BfV and NIS advised users to protect their Google accounts with two-factor authentication and take precautions when opening emails to prevent initial exploitation.
Kimsuky’s history of using malicious browser extensions
This is hardly the first time the North Korean hacking group has targeted individuals who work on topics involving North Korea and the larger Korean peninsula with malicious Chrome extensions.
In 2021, cybersecurity firm Volexity discovered a similar campaign by Kimsuky, tracked as ‘SharpTongue,’ leveraging a browser extension ‘SHARPEXT.’
The campaign targeted individuals working on “topics involving North Korea, nuclear issues, weapons systems, and other matters of strategic interest to North Korea.” It leveraged the malicious Chrome extension to steal thousands of emails from Gmail and AOL from high-value targets in the United States, Europe, and South Korea. The extension could run on Google Chrome, Microsoft Edge, and Naver Whale browsers.

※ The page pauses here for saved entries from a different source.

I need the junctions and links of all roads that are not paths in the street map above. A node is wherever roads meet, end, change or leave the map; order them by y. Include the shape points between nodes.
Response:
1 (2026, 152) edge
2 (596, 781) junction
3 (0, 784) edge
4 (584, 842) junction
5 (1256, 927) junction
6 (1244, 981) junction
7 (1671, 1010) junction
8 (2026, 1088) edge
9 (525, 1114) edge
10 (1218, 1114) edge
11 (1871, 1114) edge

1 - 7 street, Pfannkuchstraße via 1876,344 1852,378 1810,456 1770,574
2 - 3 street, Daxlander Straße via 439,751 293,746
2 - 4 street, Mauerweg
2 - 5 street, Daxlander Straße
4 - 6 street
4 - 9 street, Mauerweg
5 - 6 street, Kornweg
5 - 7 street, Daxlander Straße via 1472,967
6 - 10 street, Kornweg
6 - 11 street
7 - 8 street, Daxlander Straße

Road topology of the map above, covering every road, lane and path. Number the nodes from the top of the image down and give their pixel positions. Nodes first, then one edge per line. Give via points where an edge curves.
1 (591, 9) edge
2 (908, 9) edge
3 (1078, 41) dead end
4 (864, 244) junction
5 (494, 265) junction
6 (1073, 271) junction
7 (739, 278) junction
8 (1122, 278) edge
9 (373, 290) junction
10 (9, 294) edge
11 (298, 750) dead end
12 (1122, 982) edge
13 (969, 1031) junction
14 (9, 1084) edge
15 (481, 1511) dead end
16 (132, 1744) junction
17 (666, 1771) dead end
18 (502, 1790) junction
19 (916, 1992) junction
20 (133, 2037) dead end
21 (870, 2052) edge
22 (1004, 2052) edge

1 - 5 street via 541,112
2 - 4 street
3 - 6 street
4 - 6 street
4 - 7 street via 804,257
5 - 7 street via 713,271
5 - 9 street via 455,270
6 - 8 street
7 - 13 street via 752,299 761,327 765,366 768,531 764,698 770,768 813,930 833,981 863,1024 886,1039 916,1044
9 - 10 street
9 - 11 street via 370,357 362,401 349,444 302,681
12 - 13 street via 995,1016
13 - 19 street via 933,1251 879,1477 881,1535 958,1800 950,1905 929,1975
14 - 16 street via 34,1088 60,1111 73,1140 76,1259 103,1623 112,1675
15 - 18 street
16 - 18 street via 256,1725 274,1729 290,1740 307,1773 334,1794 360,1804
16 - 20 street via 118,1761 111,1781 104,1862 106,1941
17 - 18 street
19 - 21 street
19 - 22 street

According to the researchers, that was the first time they observed a threat actor using a malicious extension during an attack’s post-exploitation phase.
Stealing Gmail emails via a stealth malicious Chrome extension obscures the threat actor’s activity from Google, making the attack difficult to stop. Additionally, the strategy saves the threat actor the trouble of bypassing login and two-factor authentication to access Gmail emails. The threat actor did not steal any usernames or passwords during the hacking campaign.
“This joint cybersecurity advisory emphasizes the continued development of threat actors utilizing spear-phishing tactics to conduct espionage against specific targets,” said Joe Gallop, Cyber Threat Intelligence Manager at Cofense. “According to the report, the threat actor sends a phishing email to trick targets into installing a malicious extension in Chromium-based browsers, which in turn enables the threat actor to steal a target’s Gmail emails.”
Gallop advises organizations to be proactive in security to identify cyber threats that might compromise users’ Gmail emails.
“It is crucial to take the appropriate actions to safeguard inboxes, identify dangers, and react to an attack as phishing campaigns continue to increase in frequency,” Gallop said. “Implementing actionable intelligence will help keep hostile actors at bay and maintain the protection of sensitive data by providing visibility into the risk variables in your network and prompt, decisive responses to phishing threats.”